The document collection must be generally converted into a digest representation, according to some mining process. In our approach, the collection is transformed into a document-term matrix, where each document is represented using the Vector Space model. Typical text preprocessing tasks are sketched as follows:

  • Tokenization The aim of this task is the exploration of the words in a sentence. Initially, textual data are seen as a block of characters. This task replaces sequences of characters with sensitive data, i.e., identifies meaningful words.

  • Stop-word removal Removes common words which do not provide meaning of the documents, such as prepositions, articles, and pro-nouns, etc. Those words are treated as stopwords and so removed.

  • Stemming or lemmatization Reduces the words into their root. Many words in the English language can be reduced to their base form or stem, e.g., improve, improvement, improved, etc., belong to improve.

After preprocessing, each document \(d_i\) is represented as a term vector under the Vector Space Model, where every component is the weight \(w_{ij}\) associated with a \(t_j\) in that document. Values for \(w_{ij}\) must calculated using appropriate term measures, like TF, TF-IdF, among others. The specific measure should be chosen according to the specific nature of the dataset and may be determined experimentally.

Document-term matrices are generally very sparse, negatively affecting both the computational performance and the quality of the clustering process itself. The preprocessing step may contribute to reduce that sparsity and dimensionality, even though dimensionality reduction is often dataset dependent.

4.2 Clustering

After the preprocessing (topmost part of Fig. 1), the documents’ corpus is given as an input of the Semi-supervised Clustering as a document-term matrix.

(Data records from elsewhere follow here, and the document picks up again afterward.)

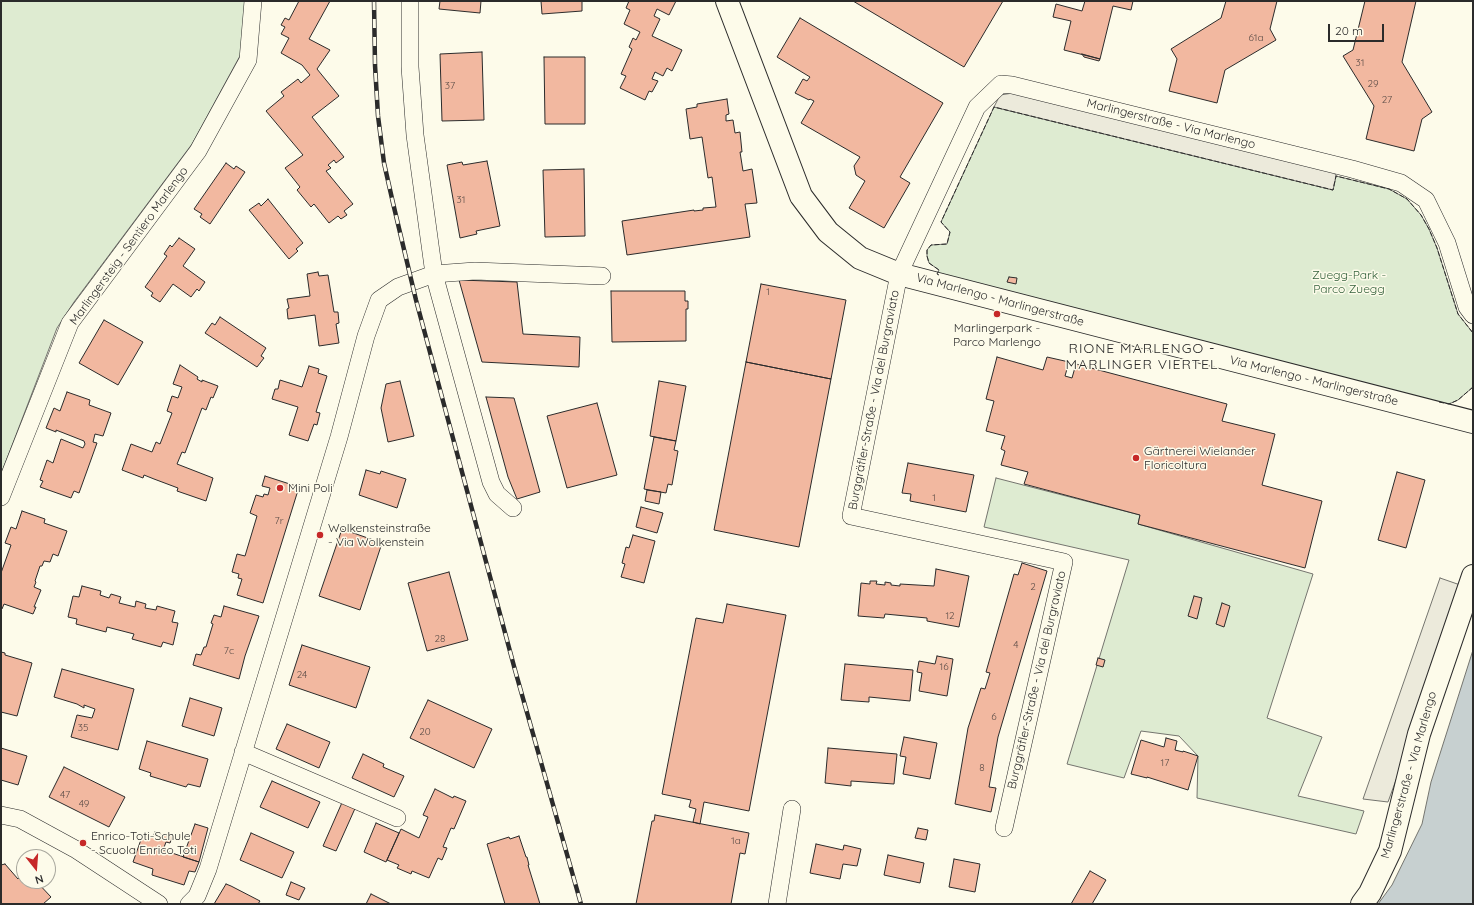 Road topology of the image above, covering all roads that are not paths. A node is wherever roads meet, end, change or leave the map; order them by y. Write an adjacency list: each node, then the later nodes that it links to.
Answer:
1 (253, 1): 9 (street, Marlingersteig - Sentiero Marlengo)
2 (410, 1): 4 (street)
3 (727, 1): 5 (street, Via Marlengo - Marlingerstraße)
4 (434, 274): 6 (street); 10 (street); 12 (street)
5 (898, 274): 7 (street, Marlingerstraße - Via Marlengo); 8 (street, Via Marlengo - Marlingerstraße); 16 (street, Burggräfler-Straße - Via del Burgraviato)
6 (602, 276)
7 (1473, 314)
8 (1473, 422)
9 (2, 496)
10 (513, 508)
11 (1473, 576): 20 (street, Marlingerstraße - Via Marlengo)
12 (243, 752): 15 (street); 18 (street)
13 (792, 809): 19 (street)
14 (1, 815): 17 (street)
15 (397, 818)
16 (1004, 828)
17 (159, 904)
18 (189, 904)
19 (776, 904)
20 (1362, 904) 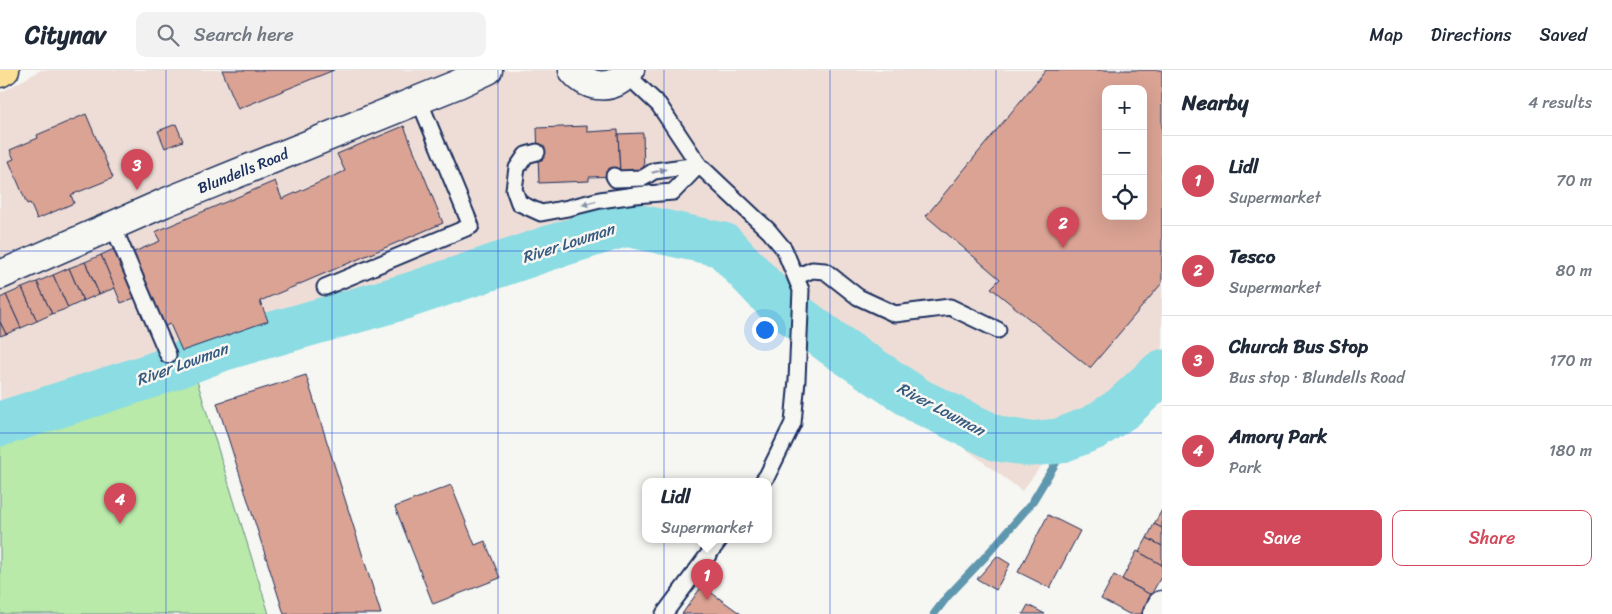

The groups of document underlying the document clustering matrix are found by means of a hierarchical clustering algorithm with side information. Hierarchical clustering produces hierarchies, viz., structures that are often more informative than the unstructured set of clusters returned by flat clustering. Moreover, it does not need to specify the number of clusters a priori, because it finds the natural number of partitions on the data. Consequently, they often get a more accurate partition of the data (in this case, of the documents corpus).

As stated, this proposal is based on the algorithm introduced by Diaz-Valenzuela et al. (2013), where side information is used to find the best partition of the dendrogram. This side information is provided as instance level constraints defined between pairs of documents. They indicate whether two documents are similar or not, i.e., if they are (must-link) or not (cannot-link) in the same cluster.

Constraints determine the final partition of the dendrogram and allow the introduction of some external observations about data that can condition its structure. They can be obtained in several ways, from using an expert to defining them according to class labels. For this proposal, instance level constraints are generated automatically.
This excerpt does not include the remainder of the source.